**TASK STATEMENT**.
Reply with every entry, repeated exactly as given.

(Stored data entries)
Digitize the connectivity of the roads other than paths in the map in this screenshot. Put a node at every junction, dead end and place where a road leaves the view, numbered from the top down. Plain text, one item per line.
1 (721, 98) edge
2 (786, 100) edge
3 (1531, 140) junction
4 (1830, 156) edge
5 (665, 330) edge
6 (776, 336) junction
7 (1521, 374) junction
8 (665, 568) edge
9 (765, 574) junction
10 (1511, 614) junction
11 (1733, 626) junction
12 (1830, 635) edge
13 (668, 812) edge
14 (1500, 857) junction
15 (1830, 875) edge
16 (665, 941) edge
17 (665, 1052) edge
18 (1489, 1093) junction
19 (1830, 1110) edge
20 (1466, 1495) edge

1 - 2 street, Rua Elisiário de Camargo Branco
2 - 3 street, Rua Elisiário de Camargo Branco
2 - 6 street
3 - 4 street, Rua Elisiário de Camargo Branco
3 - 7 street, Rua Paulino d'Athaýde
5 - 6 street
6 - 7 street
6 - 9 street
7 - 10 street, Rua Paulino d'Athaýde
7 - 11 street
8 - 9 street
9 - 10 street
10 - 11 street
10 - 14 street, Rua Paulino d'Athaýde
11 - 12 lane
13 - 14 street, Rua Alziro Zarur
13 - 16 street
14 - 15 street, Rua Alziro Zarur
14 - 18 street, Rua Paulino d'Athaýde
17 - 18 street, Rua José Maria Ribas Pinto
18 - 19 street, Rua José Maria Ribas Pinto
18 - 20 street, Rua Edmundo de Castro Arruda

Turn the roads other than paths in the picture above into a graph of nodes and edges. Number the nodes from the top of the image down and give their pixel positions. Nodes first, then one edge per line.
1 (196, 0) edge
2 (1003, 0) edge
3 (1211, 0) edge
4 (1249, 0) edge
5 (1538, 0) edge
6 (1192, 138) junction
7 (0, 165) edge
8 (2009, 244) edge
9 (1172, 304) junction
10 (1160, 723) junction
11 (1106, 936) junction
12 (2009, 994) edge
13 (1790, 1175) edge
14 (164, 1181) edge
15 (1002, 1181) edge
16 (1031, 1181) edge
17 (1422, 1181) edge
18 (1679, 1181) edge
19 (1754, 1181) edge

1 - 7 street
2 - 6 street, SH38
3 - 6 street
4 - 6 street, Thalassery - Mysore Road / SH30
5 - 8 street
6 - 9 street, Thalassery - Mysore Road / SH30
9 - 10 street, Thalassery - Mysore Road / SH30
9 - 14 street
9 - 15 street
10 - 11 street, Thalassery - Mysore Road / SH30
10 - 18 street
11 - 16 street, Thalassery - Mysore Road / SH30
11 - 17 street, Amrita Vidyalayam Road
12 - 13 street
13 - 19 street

**SOLUTION BELOW**.
Digitize the connectivity of the roads other than paths in the map in this screenshot. Put a node at every junction, dead end and place where a road leaves the view, numbered from the top down. Plain text, one item per line.
1 (721, 98) edge
2 (786, 100) edge
3 (1531, 140) junction
4 (1830, 156) edge
5 (665, 330) edge
6 (776, 336) junction
7 (1521, 374) junction
8 (665, 568) edge
9 (765, 574) junction
10 (1511, 614) junction
11 (1733, 626) junction
12 (1830, 635) edge
13 (668, 812) edge
14 (1500, 857) junction
15 (1830, 875) edge
16 (665, 941) edge
17 (665, 1052) edge
18 (1489, 1093) junction
19 (1830, 1110) edge
20 (1466, 1495) edge

1 - 2 street, Rua Elisiário de Camargo Branco
2 - 3 street, Rua Elisiário de Camargo Branco
2 - 6 street
3 - 4 street, Rua Elisiário de Camargo Branco
3 - 7 street, Rua Paulino d'Athaýde
5 - 6 street
6 - 7 street
6 - 9 street
7 - 10 street, Rua Paulino d'Athaýde
7 - 11 street
8 - 9 street
9 - 10 street
10 - 11 street
10 - 14 street, Rua Paulino d'Athaýde
11 - 12 lane
13 - 14 street, Rua Alziro Zarur
13 - 16 street
14 - 15 street, Rua Alziro Zarur
14 - 18 street, Rua Paulino d'Athaýde
17 - 18 street, Rua José Maria Ribas Pinto
18 - 19 street, Rua José Maria Ribas Pinto
18 - 20 street, Rua Edmundo de Castro Arruda

Turn the roads other than paths in the picture above into a graph of nodes and edges. Number the nodes from the top of the image down and give their pixel positions. Nodes first, then one edge per line.
1 (196, 0) edge
2 (1003, 0) edge
3 (1211, 0) edge
4 (1249, 0) edge
5 (1538, 0) edge
6 (1192, 138) junction
7 (0, 165) edge
8 (2009, 244) edge
9 (1172, 304) junction
10 (1160, 723) junction
11 (1106, 936) junction
12 (2009, 994) edge
13 (1790, 1175) edge
14 (164, 1181) edge
15 (1002, 1181) edge
16 (1031, 1181) edge
17 (1422, 1181) edge
18 (1679, 1181) edge
19 (1754, 1181) edge

1 - 7 street
2 - 6 street, SH38
3 - 6 street
4 - 6 street, Thalassery - Mysore Road / SH30
5 - 8 street
6 - 9 street, Thalassery - Mysore Road / SH30
9 - 10 street, Thalassery - Mysore Road / SH30
9 - 14 street
9 - 15 street
10 - 11 street, Thalassery - Mysore Road / SH30
10 - 18 street
11 - 16 street, Thalassery - Mysore Road / SH30
11 - 17 street, Amrita Vidyalayam Road
12 - 13 street
13 - 19 street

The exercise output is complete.